Sempre secondo lo studio effettuato dal sindacato, ben ventimila docenti, che hanno presentato regolarmente la loro domanda, resteranno fuori dal piano per mancanza di posti nella loro classe di concorso. 

Marcello Pacifico coglie anche l'occasione per menzionare i circa settemila docenti abilitati che si sono rivolti al sindacato per fare ricorso contro la loro esclusione dal piano assunzioni in quanto non iscritti alle graduatorie ad esaurimento: tutti questi insegnanti hanno compilato la domanda attraverso appositi moduli cartacei predisposti dall'Anief.

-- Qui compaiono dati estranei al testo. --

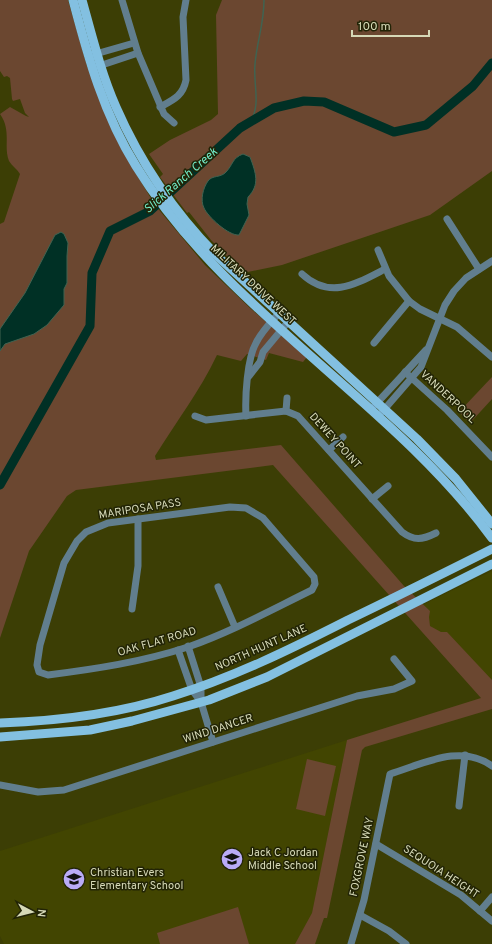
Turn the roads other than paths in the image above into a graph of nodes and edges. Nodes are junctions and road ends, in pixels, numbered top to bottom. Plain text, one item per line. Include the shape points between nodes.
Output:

Assunzioni scuola: un precario storico su tre ha detto di no al 'ricatto'

Pacifico ha sottolineato come il 33 per cento dei precari storici (e non un uno su cinque come diffuso dai mezzi di informazione) si sono rifiutati di partecipare a quello che è stato definito come un assurdo sistema di assunzioni, una lotteria: nonostante i loro decenni di precariato alle spalle, hanno preferito privilegiare gli affetti familiari piuttosto di sottostare al ricatto proposto dal Ministero.

La scommessa del Miur, dunque, risulterebbe persa, secondo l'Anief, perchè il nuovo anno scolastico comincerà esattamente come quelli precedenti, con la convocazione, entro il prossimo 8 settembre, di cinquantamila insegnanti provenienti dalle GI, pronti a svolgere i loro incarichi di supplenza.